Column: Underestimating the gay presence
Here are some new fascinating facts for William Gibbons, Warren McKnight and others distressed by my recent column identifying Orient as Long Island’s “gayest” community, based on 2010 U.S. Census Bureau data. Orient turns out to be even gayer than we thought!
At least that’s the conclusion of a recent informal but well-informed survey conducted by a lesbian couple of my acquaintance who have lived in the village for decades. Following is the text of their recent email, with the original census figures added by me in parentheses:
“ … Here are numbers we came up with (of folks we know of) which might double your numbers. Women, 25 couples households (13), 7 single households. Men, 12 couples households (8), 3 singles households. In all fairness, one male and one female couple of these just sold their houses. These numbers also include longtime renters.”
If these latest figures are accurate, then 19 percent (not the census’s 11 percent) of Orient’s 196 households with couples living in them are same-sex households. And that doesn’t take the single households into account.
Like I said, Orient is gayer than we thought.
I’d also like to take this occasion to address Mr. Gibbons’ attempt to subvert the original column by asserting that lesbians somehow favor dirty water because one prominent resident of the hamlet who happens to be lesbian was an outspoken opponent of the recent unsuccessful bid to bring Suffolk County Water Authority mains to Orient. This is the note I would have appended to his letter to the editor if I had been given the opportunity to do so:
“Mr. Gibbons puts words in my mouth. There was no mention of the Orient water controversy in my original column, and I’d like to know his basis — other than outright homophobia — for saying lesbians prefer dirty water. Was he checking everyone’s sexual orientation at the public meetings? Based on his letter, I wouldn’t be surprised.
P.S.: Just in case you’re wondering, I have no strong feelings on either side of the water issue.”
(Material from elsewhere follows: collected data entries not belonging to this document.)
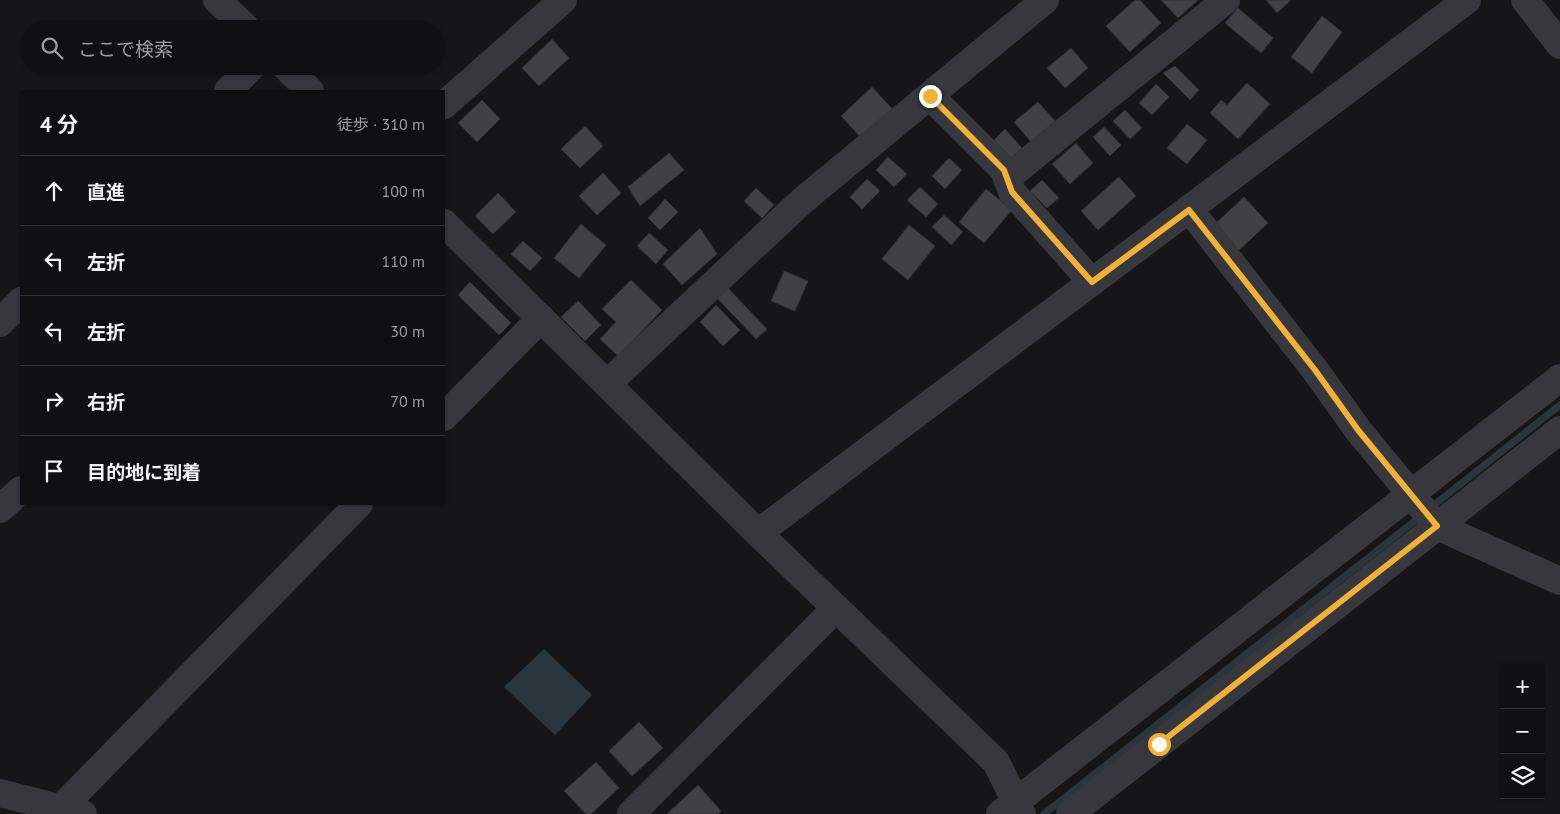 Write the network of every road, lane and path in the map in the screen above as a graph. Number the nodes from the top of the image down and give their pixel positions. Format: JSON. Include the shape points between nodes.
{"nodes":[{"id":1,"x":217,"y":0,"type":"edge"},
{"id":2,"x":563,"y":0,"type":"edge"},
{"id":3,"x":1045,"y":0,"type":"edge"},
{"id":4,"x":1226,"y":0,"type":"edge"},
{"id":5,"x":1468,"y":0,"type":"edge"},
{"id":6,"x":1525,"y":0,"type":"edge"},
{"id":7,"x":238,"y":20,"type":"edge"},
{"id":8,"x":1560,"y":45,"type":"edge"},
{"id":9,"x":243,"y":75,"type":"edge"},
{"id":10,"x":294,"y":75,"type":"edge"},
{"id":11,"x":229,"y":90,"type":"edge"},
{"id":12,"x":309,"y":90,"type":"edge"},
{"id":13,"x":930,"y":96,"type":"junction"},
{"id":14,"x":445,"y":104,"type":"edge"},
{"id":15,"x":1007,"y":178,"type":"junction"},
{"id":16,"x":1189,"y":210,"type":"junction"},
{"id":17,"x":445,"y":224,"type":"edge"},
{"id":18,"x":1092,"y":282,"type":"junction"},
{"id":19,"x":20,"y":303,"type":"edge"},
{"id":20,"x":541,"y":318,"type":"junction"},
{"id":21,"x":0,"y":323,"type":"edge"},
{"id":22,"x":1560,"y":378,"type":"edge"},
{"id":23,"x":608,"y":383,"type":"junction"},
{"id":24,"x":445,"y":416,"type":"edge"},
{"id":25,"x":1560,"y":430,"type":"edge"},
{"id":26,"x":20,"y":491,"type":"edge"},
{"id":27,"x":1412,"y":494,"type":"junction"},
{"id":28,"x":358,"y":505,"type":"edge"},
{"id":29,"x":0,"y":509,"type":"edge"},
{"id":30,"x":1437,"y":526,"type":"junction"},
{"id":31,"x":758,"y":533,"type":"junction"},
{"id":32,"x":1560,"y":581,"type":"edge"},
{"id":33,"x":836,"y":608,"type":"junction"},
{"id":34,"x":0,"y":793,"type":"edge"},
{"id":35,"x":1013,"y":810,"type":"edge"},
{"id":36,"x":72,"y":811,"type":"edge"},
{"id":37,"x":631,"y":814,"type":"edge"},
{"id":38,"x":1070,"y":814,"type":"edge"}],
"edges":[{"from":1,"to":7,"type":"street"},
{"from":2,"to":14,"type":"street"},
{"from":3,"to":13,"type":"street"},
{"from":4,"to":15,"type":"street"},
{"from":5,"to":16,"type":"street"},
{"from":6,"to":8,"type":"street"},
{"from":9,"to":11,"type":"street"},
{"from":10,"to":12,"type":"street"},
{"from":13,"to":15,"type":"street","via":[[1004,170]]},
{"from":13,"to":23,"type":"street","via":[[802,201]]},
{"from":15,"to":18,"type":"street","via":[[1012,192]]},
{"from":16,"to":18,"type":"street"},
{"from":16,"to":27,"type":"street","via":[[1358,430]]},
{"from":17,"to":20,"type":"street"},
{"from":18,"to":31,"type":"street"},
{"from":19,"to":21,"type":"street"},
{"from":20,"to":23,"type":"street"},
{"from":20,"to":24,"type":"street"},
{"from":22,"to":27,"type":"street"},
{"from":23,"to":31,"type":"street"},
{"from":25,"to":30,"type":"street"},
{"from":26,"to":29,"type":"street"},
{"from":27,"to":30,"type":"street"},
{"from":27,"to":35,"type":"street"},
{"from":28,"to":36,"type":"street"},
{"from":30,"to":32,"type":"street"},
{"from":30,"to":38,"type":"street"},
{"from":31,"to":33,"type":"street"},
{"from":33,"to":35,"type":"street","via":[[996,762]]},
{"from":33,"to":37,"type":"street"},
{"from":34,"to":36,"type":"street"}]}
A certain sense of déjà vu descended over our little Mini Cooper as the former Joan Giger Walker and I drove up to the site of the NOFO music festival at Peconic Bay Vineyards in Cutchogue late Sunday afternoon.
We had timed our arrival to catch Sunday’s headline act, Foghat, and thus were surprised to see no more than a few hundred people scattered around the festival grounds. Admittedly, you can’t judge a two-day festival by its final hours alone, but we drove home thinking and talking about another East End music event held years ago that attracted hundreds, not thousands, of attendees — and the economic challenges inherent in presenting live music on the North Fork.
As president of the East End Arts Council at the time, I was instrumental in booking country/blues singer Delbert McClinton for an open-air concert at the Talmage family’s Friar’s Head Farm on Sound Avenue in Baiting Hollow. Long story short: It was a disaster.
Not musically — Delbert delivered, as advertised — but financially, because there’s just almost no way to charge enough for tickets to cover the cost of booking a name artist like Delbert McClinton, who commands fees measured in the tens of thousands of dollars. It also stings, obviously, when hundreds of fans turn out when you have hoped for thousands. And never mind the fact that Delbert’s tour bus got stuck in the mud in the middle of a farm field.
(Recent real-life example: To cover the cost of presenting Jackson Browne in concert on Oct. 14, the Westhampton Beach Performing Arts Center is charging a minimum of $200 a ticket!)
I’m not saying price sensitivity contributed to the low attendance at this year’s NOFO — Times/Review staffers who visited the festival several times over the weekend estimate this year’s crowds to be roughly half the size they were last year — but it’s a vicious cycle.
To book acts strong enough to attract big crowds, you must charge so much money for tickets that you discourage attendance. And if you book acts affordable enough to help keep ticket costs low, they’re less likely to be acts big enough to drive attendance.
Then there’s the spiky issue of the corporate sponsorship generally needed to cover the gulf between ticket revenues and booking costs. When you’re in the middle of an extended recession — which we obviously are — that, too, becomes increasingly problematic.
All of which is to say that as commendable an endeavor as the NOFO music festival is, I will be surprised if the third annual sees the light of day next summer.